6 Kasım 2010 Cumartesi

kader, erik satie ve gnossienne n1

yazmayı çok istiyorum aslında, ama yazamıyorum yani, hakikaten. ne yazsam olmuyor, siliyorum ya da yayımlayamayacak kadar aptal olduklarını fark ediyorum falan, ben de öyleyim zira. bu yazıyı bir mektup gibi yazacağım, ismini vermeyi şık bulmadığım bir arkadaşıma, o zaman belki olacak gibi.
cuma günü bir arkadaşım göç ve sinemayla ilgili sunum yaptı, sonra da tezer özlü okudu sınıfa, o ruh hallerinden ne derece uzak olduğumu düşündüm o okurken. tezer özlü'yü çok severim ben, ama işte istanbula okunabilecek bir yazar gibiydi ve oradaki hallerimle ilgiliydi yani, şimdi erik satie dinlemek dışında pek bir şey yapamıyorum.
kader'i yeniden izledim geçen gün, sonrasında veya öncesinde, pis sokakların söyledikleri hakkında konuşabilmiştim ve film de, erik satie de bunlardan bahsediyor gibi geldi bana, dostum. yaşadıklarımdan bahsetmeye kalkarsam ne olacak bilmiyorum, ama yapamıyorum, kenarından geçmek daha kolay geliyor, en azından şimdilik.
evdeyim, evde mine ve ela var, sigara ve çay içiyoruz ve aşkının bu evin soundtracki dediği gnossienne n1 dinliyoruz. birazdan o ve birben gelecek ve oturacağız yani yine, çay içeceğiz. günlerin nasıl geçtiği gerçek bir muamma dostum, uyuyorum, uyandığımda o gün uyumadan önce ne olmuştu hiç bilemiyorum, yalnızca olaylar oluyor ancak onları da asla kronolojik bir sıralamaya oturtamıyorum.
kader beni de anlatan bir film miydi dostum, seni anlattığını biliyorum ama beni de anlatıp anlatmadığını öğrenememeyi ümit ediyorum ben. çok tuhafım, günler geçiyor ve hiçbir şey olmadan her şey yıkılıp yeniden kuruluyor, başka biri oluyorum heralde.
evim o kadar güzel ki, görebilmiş olmanı çok isterdim. bahçesinde hala yaseminler var, izmir'in tuhaf güneşi onları solduramadı ve sabah kahvaltılarında salonumdan denize bakıyoruz hep. bahçemde anne kedi ve yavruları var, acıktıkları zaman anne kedi mutfak pencereme oturuyor ve bakıyor, mama veriyorum ben de.
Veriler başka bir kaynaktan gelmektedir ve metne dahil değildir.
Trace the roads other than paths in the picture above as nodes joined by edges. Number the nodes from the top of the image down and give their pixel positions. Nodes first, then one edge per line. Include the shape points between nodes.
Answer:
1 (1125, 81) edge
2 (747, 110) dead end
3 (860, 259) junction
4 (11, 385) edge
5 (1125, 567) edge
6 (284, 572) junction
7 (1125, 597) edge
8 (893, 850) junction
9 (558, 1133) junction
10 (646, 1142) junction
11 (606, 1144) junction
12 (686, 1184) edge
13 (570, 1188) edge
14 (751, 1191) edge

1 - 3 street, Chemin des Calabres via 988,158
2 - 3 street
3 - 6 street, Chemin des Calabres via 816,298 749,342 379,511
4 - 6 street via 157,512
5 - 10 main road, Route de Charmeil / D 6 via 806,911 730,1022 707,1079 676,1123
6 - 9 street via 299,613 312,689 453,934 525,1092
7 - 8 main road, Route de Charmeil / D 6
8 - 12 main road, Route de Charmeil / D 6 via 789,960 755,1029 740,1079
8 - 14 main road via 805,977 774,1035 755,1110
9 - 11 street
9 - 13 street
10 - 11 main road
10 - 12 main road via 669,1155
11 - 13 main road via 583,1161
kedim benden uzaklaşıp yalnız başına sokaklarda dolandığında ise benim onu mutfak penceresinde beklemekten başka bir varoluş sebebim kalmayıveriyor dostum. hiçbir şeyin gerçekten önemi yok mu ne?
ben artık ne rol yapabiliyorum ne de yalan söyleyebiliyorum dostum, işin bunu kaldıracak bir tarafı kalmadı yani, sen de böyle olduğunu söylemiştin bir vakitler ya.
bana ne olacak hiç bilmiyorum. her şeyi yeniden yaşayayım istiyorum sadece, çünkü boş sokaklar, evvelden sevip bağlandığım kahveler, yediğim yemekler, tanıdığım insanlar, her şey bana daha başka geliyor, O'nun gölgesinde.